What is needed
Please repeat the listing in its entirety, without any alteration.
== Segment start ==
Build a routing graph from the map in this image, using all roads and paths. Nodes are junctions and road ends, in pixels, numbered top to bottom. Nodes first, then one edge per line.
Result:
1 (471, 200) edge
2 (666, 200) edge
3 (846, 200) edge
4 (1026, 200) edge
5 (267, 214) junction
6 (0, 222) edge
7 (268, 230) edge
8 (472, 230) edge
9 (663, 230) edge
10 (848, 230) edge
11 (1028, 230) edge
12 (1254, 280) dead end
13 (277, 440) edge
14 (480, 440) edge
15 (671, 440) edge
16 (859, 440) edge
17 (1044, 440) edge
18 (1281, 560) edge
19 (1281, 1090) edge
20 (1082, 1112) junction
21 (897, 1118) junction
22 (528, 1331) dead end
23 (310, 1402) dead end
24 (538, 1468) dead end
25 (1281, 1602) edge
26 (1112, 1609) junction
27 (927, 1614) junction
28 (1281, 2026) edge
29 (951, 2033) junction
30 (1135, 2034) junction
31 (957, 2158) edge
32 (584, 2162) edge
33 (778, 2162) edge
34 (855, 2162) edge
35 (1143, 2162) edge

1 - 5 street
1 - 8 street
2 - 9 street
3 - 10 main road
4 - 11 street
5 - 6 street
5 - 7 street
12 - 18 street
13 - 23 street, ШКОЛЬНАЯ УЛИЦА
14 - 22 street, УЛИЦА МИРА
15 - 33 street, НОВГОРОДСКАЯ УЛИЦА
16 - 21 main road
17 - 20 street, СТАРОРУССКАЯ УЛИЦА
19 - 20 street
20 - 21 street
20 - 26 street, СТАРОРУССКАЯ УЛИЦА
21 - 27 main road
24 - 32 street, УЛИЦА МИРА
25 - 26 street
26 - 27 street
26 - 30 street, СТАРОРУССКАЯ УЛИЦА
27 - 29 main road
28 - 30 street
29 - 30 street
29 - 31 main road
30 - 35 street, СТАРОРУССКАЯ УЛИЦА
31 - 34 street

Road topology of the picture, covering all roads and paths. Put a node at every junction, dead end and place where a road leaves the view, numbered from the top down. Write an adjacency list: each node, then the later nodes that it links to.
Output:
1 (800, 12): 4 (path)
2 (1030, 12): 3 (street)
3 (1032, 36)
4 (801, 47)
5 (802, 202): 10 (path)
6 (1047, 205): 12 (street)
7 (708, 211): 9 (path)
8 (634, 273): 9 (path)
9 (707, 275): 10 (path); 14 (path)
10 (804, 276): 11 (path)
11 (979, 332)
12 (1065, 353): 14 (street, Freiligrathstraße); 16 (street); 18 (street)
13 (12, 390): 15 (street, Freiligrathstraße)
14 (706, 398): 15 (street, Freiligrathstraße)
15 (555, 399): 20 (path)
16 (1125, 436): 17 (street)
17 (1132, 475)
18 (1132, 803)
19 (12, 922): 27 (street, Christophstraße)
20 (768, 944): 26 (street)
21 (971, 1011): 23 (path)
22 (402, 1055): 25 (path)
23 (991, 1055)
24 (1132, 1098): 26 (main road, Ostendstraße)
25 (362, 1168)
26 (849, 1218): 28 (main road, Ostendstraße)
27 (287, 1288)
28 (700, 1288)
== Segment end ==
Your solution
Build a routing graph from the map in this image, using all roads and paths. Nodes are junctions and road ends, in pixels, numbered top to bottom. Nodes first, then one edge per line.
Result:
1 (471, 200) edge
2 (666, 200) edge
3 (846, 200) edge
4 (1026, 200) edge
5 (267, 214) junction
6 (0, 222) edge
7 (268, 230) edge
8 (472, 230) edge
9 (663, 230) edge
10 (848, 230) edge
11 (1028, 230) edge
12 (1254, 280) dead end
13 (277, 440) edge
14 (480, 440) edge
15 (671, 440) edge
16 (859, 440) edge
17 (1044, 440) edge
18 (1281, 560) edge
19 (1281, 1090) edge
20 (1082, 1112) junction
21 (897, 1118) junction
22 (528, 1331) dead end
23 (310, 1402) dead end
24 (538, 1468) dead end
25 (1281, 1602) edge
26 (1112, 1609) junction
27 (927, 1614) junction
28 (1281, 2026) edge
29 (951, 2033) junction
30 (1135, 2034) junction
31 (957, 2158) edge
32 (584, 2162) edge
33 (778, 2162) edge
34 (855, 2162) edge
35 (1143, 2162) edge

1 - 5 street
1 - 8 street
2 - 9 street
3 - 10 main road
4 - 11 street
5 - 6 street
5 - 7 street
12 - 18 street
13 - 23 street, ШКОЛЬНАЯ УЛИЦА
14 - 22 street, УЛИЦА МИРА
15 - 33 street, НОВГОРОДСКАЯ УЛИЦА
16 - 21 main road
17 - 20 street, СТАРОРУССКАЯ УЛИЦА
19 - 20 street
20 - 21 street
20 - 26 street, СТАРОРУССКАЯ УЛИЦА
21 - 27 main road
24 - 32 street, УЛИЦА МИРА
25 - 26 street
26 - 27 street
26 - 30 street, СТАРОРУССКАЯ УЛИЦА
27 - 29 main road
28 - 30 street
29 - 30 street
29 - 31 main road
30 - 35 street, СТАРОРУССКАЯ УЛИЦА
31 - 34 street

Road topology of the picture, covering all roads and paths. Put a node at every junction, dead end and place where a road leaves the view, numbered from the top down. Write an adjacency list: each node, then the later nodes that it links to.
Output:
1 (800, 12): 4 (path)
2 (1030, 12): 3 (street)
3 (1032, 36)
4 (801, 47)
5 (802, 202): 10 (path)
6 (1047, 205): 12 (street)
7 (708, 211): 9 (path)
8 (634, 273): 9 (path)
9 (707, 275): 10 (path); 14 (path)
10 (804, 276): 11 (path)
11 (979, 332)
12 (1065, 353): 14 (street, Freiligrathstraße); 16 (street); 18 (street)
13 (12, 390): 15 (street, Freiligrathstraße)
14 (706, 398): 15 (street, Freiligrathstraße)
15 (555, 399): 20 (path)
16 (1125, 436): 17 (street)
17 (1132, 475)
18 (1132, 803)
19 (12, 922): 27 (street, Christophstraße)
20 (768, 944): 26 (street)
21 (971, 1011): 23 (path)
22 (402, 1055): 25 (path)
23 (991, 1055)
24 (1132, 1098): 26 (main road, Ostendstraße)
25 (362, 1168)
26 (849, 1218): 28 (main road, Ostendstraße)
27 (287, 1288)
28 (700, 1288)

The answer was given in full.